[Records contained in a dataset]

********************

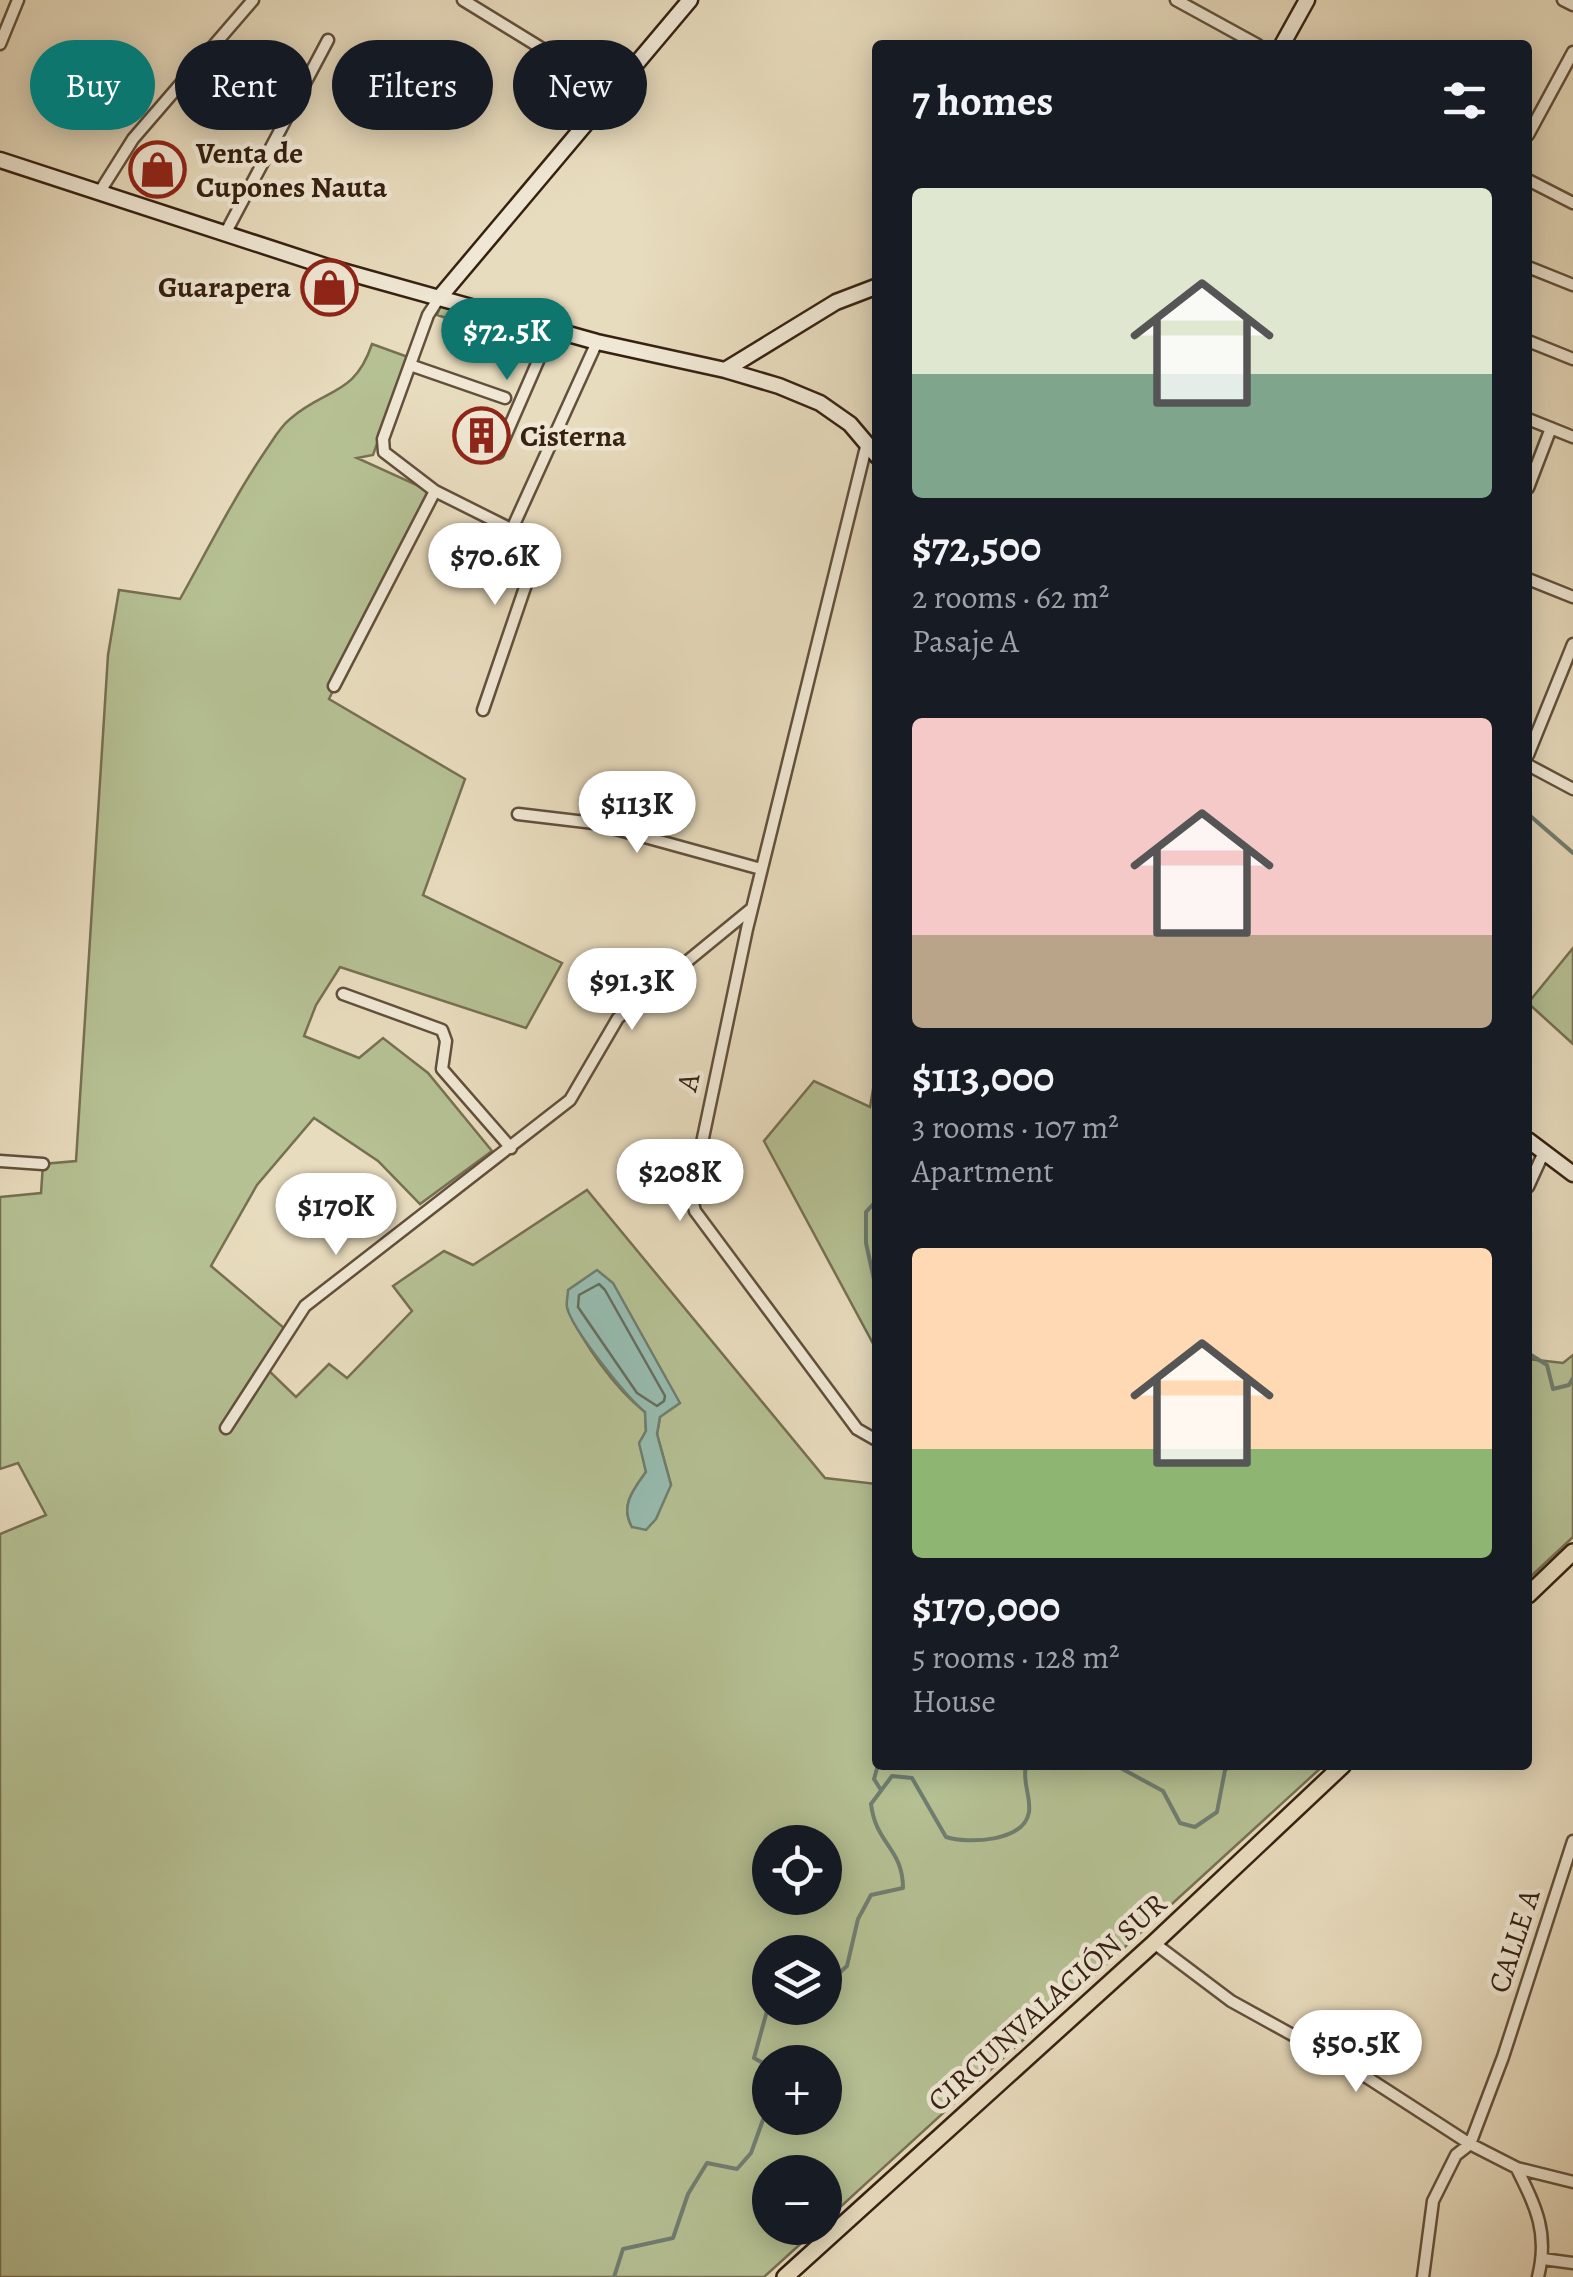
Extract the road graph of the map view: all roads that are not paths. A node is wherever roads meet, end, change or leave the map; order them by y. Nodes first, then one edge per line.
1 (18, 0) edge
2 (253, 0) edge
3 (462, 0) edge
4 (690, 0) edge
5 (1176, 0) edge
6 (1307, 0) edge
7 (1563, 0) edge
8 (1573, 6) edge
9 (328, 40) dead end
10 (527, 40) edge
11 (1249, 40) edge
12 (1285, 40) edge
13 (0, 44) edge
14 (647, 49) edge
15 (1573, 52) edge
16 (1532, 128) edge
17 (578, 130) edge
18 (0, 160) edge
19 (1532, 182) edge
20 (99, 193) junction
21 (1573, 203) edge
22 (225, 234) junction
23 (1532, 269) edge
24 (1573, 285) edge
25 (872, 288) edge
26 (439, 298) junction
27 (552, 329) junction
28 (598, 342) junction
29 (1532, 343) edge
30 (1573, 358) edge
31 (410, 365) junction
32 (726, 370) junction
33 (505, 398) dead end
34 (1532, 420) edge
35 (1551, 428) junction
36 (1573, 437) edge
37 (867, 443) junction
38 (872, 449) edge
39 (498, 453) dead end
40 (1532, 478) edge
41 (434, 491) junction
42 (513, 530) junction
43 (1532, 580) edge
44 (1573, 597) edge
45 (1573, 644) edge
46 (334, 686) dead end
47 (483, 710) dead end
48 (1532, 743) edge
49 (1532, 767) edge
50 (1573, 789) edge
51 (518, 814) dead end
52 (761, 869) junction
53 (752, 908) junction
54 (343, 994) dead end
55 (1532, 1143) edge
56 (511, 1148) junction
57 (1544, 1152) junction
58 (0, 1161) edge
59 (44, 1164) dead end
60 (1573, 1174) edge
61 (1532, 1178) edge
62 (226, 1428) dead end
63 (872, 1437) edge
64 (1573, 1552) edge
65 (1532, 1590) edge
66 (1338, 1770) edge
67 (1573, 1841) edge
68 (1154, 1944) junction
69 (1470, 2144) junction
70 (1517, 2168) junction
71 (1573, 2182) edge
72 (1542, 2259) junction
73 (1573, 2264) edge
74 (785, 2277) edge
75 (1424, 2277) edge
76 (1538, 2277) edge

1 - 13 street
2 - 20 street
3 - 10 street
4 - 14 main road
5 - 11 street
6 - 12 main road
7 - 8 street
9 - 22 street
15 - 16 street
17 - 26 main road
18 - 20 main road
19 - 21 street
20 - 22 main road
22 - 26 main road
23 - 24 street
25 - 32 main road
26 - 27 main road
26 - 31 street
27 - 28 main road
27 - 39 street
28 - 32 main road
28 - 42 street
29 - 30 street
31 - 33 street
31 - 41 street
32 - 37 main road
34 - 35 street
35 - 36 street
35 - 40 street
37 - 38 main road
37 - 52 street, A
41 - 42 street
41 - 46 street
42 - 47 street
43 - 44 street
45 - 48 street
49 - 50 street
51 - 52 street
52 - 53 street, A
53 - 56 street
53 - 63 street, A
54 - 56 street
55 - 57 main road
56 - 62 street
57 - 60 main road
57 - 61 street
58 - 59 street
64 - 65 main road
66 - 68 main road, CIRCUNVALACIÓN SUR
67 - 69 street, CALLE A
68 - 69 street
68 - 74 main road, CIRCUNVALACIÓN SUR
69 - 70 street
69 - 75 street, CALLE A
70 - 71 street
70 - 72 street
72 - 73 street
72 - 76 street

********************

Task statement
Which lines above contain the word "CIRCUNVALACIÓN"? Copy each one.

Solution to the exercise
66 - 68 main road, CIRCUNVALACIÓN SUR
68 - 74 main road, CIRCUNVALACIÓN SUR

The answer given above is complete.